Publicity: Stephanie Marlow, [email protected]

Web: agriculturemusic.bandcamp.com

A&R: N/A

Los Angeles-based metal band Agriculture can count all the shows they’ve played on the four band members’ fingers and toes. That makes it easy to remember their worst concert. “Our guitarist Richard [Chowenhill’s] amp stopped working halfway through the second song,” guitarist-vocalist Dan Meyer recalls of the gig. “It was the worst possible timing.”

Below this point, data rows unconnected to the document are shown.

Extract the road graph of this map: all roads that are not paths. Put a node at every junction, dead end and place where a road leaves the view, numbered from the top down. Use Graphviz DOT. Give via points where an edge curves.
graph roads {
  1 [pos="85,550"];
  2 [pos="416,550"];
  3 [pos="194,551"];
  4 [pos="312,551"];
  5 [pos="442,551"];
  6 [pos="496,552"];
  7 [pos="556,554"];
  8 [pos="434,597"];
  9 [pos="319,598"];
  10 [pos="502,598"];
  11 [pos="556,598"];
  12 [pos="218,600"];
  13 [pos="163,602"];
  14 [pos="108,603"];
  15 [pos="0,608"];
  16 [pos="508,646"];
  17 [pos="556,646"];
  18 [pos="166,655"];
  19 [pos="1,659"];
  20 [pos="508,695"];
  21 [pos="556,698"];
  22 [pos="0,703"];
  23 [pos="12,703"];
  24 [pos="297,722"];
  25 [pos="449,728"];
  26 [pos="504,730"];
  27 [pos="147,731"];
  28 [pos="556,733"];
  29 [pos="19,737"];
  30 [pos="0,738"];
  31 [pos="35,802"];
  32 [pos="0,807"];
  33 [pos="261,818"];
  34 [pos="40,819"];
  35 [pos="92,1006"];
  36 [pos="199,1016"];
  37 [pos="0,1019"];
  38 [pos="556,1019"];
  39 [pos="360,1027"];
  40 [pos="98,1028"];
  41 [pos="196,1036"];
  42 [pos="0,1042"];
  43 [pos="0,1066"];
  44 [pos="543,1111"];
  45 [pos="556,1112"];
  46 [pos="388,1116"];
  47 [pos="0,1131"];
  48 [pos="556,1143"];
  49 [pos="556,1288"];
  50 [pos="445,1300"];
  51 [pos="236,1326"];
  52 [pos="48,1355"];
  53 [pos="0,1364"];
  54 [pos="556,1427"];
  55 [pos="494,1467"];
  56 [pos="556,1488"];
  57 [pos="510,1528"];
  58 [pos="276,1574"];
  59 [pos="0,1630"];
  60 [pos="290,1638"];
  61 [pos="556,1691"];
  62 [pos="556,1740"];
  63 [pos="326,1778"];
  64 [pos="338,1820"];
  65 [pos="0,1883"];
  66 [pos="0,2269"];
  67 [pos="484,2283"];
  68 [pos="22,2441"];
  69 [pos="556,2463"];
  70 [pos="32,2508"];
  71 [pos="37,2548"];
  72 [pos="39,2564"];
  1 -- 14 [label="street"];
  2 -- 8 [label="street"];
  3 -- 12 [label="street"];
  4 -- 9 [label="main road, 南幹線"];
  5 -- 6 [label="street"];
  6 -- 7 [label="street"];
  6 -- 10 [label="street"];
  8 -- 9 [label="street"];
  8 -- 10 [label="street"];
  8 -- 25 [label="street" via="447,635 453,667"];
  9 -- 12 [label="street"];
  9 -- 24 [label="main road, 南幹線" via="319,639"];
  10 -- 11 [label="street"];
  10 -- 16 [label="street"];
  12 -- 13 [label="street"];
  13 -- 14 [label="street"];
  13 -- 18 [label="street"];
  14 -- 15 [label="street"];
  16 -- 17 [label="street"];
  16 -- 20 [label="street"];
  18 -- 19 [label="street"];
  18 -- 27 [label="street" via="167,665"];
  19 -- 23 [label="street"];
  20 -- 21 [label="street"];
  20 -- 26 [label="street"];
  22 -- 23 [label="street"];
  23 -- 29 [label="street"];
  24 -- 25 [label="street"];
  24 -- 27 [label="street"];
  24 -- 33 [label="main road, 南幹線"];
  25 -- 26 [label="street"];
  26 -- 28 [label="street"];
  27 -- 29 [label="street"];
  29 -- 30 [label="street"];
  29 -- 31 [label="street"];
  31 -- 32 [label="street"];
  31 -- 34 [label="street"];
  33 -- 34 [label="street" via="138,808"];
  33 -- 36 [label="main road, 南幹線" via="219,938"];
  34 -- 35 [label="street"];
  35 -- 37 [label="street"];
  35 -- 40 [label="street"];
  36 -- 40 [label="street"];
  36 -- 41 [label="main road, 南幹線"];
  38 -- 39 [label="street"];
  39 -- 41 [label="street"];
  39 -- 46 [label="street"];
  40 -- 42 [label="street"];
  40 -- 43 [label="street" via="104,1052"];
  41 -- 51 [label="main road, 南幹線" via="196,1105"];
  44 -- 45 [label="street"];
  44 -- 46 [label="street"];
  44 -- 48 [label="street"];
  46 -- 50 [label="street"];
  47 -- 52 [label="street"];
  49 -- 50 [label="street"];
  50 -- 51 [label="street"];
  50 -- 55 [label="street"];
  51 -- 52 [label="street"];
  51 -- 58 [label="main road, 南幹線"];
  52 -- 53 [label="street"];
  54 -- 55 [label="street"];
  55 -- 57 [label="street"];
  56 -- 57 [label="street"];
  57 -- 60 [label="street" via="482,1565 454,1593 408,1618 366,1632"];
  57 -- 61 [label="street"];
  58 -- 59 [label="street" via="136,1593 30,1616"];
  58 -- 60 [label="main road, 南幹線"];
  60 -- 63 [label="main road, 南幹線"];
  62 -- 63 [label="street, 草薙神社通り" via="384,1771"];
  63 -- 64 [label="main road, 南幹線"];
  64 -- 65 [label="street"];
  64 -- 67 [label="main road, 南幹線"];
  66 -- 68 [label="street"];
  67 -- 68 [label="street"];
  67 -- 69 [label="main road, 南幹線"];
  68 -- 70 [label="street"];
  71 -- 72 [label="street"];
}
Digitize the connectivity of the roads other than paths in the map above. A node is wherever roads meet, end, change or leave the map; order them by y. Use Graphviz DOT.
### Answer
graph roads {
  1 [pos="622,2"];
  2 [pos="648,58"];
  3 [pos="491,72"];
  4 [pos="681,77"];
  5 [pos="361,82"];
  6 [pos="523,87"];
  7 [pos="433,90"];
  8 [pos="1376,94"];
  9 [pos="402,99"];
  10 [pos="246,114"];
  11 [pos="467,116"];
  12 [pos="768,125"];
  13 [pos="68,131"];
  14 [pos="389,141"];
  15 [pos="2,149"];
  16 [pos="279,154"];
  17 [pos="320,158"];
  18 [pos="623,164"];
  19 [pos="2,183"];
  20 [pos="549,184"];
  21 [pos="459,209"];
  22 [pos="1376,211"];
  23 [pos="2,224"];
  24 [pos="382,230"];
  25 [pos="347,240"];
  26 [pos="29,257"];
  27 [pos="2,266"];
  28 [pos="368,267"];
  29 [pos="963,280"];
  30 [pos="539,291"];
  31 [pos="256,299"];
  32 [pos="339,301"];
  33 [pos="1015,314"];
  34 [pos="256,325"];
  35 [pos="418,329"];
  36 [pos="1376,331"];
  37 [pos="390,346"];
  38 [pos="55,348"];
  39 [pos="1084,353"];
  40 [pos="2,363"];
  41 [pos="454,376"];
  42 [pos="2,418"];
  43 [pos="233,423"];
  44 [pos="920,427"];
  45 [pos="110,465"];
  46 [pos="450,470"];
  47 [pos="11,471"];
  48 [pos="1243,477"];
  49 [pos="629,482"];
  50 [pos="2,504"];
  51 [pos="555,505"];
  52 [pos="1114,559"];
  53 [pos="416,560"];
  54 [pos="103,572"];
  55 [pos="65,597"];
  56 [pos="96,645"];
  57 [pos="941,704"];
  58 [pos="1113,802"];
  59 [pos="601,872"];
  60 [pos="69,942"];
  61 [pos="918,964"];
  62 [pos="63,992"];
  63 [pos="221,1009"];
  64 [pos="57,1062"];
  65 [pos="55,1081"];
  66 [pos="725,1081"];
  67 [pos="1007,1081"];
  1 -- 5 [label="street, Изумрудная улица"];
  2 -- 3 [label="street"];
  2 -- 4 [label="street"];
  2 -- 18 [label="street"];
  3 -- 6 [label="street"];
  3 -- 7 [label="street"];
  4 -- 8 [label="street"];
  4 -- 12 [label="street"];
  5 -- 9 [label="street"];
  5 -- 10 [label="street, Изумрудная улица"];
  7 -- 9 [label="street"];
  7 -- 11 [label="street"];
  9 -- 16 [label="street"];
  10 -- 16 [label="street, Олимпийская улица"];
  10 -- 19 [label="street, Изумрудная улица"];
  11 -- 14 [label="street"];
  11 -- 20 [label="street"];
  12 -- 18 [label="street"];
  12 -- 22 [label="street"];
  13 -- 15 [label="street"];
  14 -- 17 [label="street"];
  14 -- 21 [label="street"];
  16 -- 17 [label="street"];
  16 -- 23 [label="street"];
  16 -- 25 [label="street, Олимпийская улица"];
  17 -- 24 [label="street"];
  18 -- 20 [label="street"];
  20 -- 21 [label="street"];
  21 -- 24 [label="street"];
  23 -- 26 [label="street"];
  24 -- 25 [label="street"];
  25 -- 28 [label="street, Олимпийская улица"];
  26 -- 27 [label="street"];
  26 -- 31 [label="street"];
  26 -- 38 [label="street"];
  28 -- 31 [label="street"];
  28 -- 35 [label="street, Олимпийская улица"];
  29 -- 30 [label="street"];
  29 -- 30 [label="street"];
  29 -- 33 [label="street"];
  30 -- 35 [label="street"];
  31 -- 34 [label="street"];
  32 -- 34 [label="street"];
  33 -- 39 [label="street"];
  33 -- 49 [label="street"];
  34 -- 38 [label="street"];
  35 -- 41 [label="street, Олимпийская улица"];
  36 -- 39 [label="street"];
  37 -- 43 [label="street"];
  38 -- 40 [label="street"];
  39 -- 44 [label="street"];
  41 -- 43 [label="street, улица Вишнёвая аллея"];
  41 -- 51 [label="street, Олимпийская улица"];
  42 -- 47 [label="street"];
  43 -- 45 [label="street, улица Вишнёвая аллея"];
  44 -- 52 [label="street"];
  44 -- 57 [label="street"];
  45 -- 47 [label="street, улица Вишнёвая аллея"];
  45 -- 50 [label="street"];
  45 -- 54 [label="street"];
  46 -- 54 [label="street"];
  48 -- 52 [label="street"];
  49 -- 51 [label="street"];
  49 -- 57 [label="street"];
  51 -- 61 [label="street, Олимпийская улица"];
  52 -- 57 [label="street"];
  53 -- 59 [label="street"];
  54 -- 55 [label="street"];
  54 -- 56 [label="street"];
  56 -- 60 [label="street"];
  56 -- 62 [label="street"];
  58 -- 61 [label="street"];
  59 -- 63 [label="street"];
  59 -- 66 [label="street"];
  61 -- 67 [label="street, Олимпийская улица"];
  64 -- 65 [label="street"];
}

Even worse, Jonathan Tuite, founder of experimental-music label The Flenser, was in attendance, at Meyer’s request. Agriculture’s frontman wanted his band to join that label more than any other. Meyer was sure they blew their chances that night. But, ironically and remarkably, Tuite saw past Agriculture’s technical difficulties at the show and signed them anyway. Needless to say, it was both a surprise and a dream come true for the quartet. 

“Jonathan [has released] some of the more left-field, interesting metal that has come out in the last decade or so—Bosse-de-Nage, Botanist,” Meyer says. “We felt like it was a natural fit for us.”

What distinguishes Agriculture from other black-metal bands is their full embrace of joy. The emotion is so omnipresent in the band’s material that Meyer devised a name for their sound: “ecstatic black metal.” 

The new band’s idiosyncratic tunes caught the ear of Ignat Frege, drummer-vocalist for Wreck and Reference, which shares rehearsal space with Agriculture. Coincidentally, Wreck and Reference previously issued material through Flenser.

Frege told Tuite he’d be wise to sign Agriculture, Meyer said. So did Alex Kent, guitarist/vocalist for Flenser band Sprain, which had toured with the newcomers.

Tuite signed Agriculture to a deal involving only a reasonable amount of touring—not enough to burn them out. That recommendation, combined with a guarantee of artistic autonomy, brought joy to Meyer and company. “We wanted someone who knew what we were doing,” Meyer says. “We didn’t care as much about nitty-gritty stuff like royalties.”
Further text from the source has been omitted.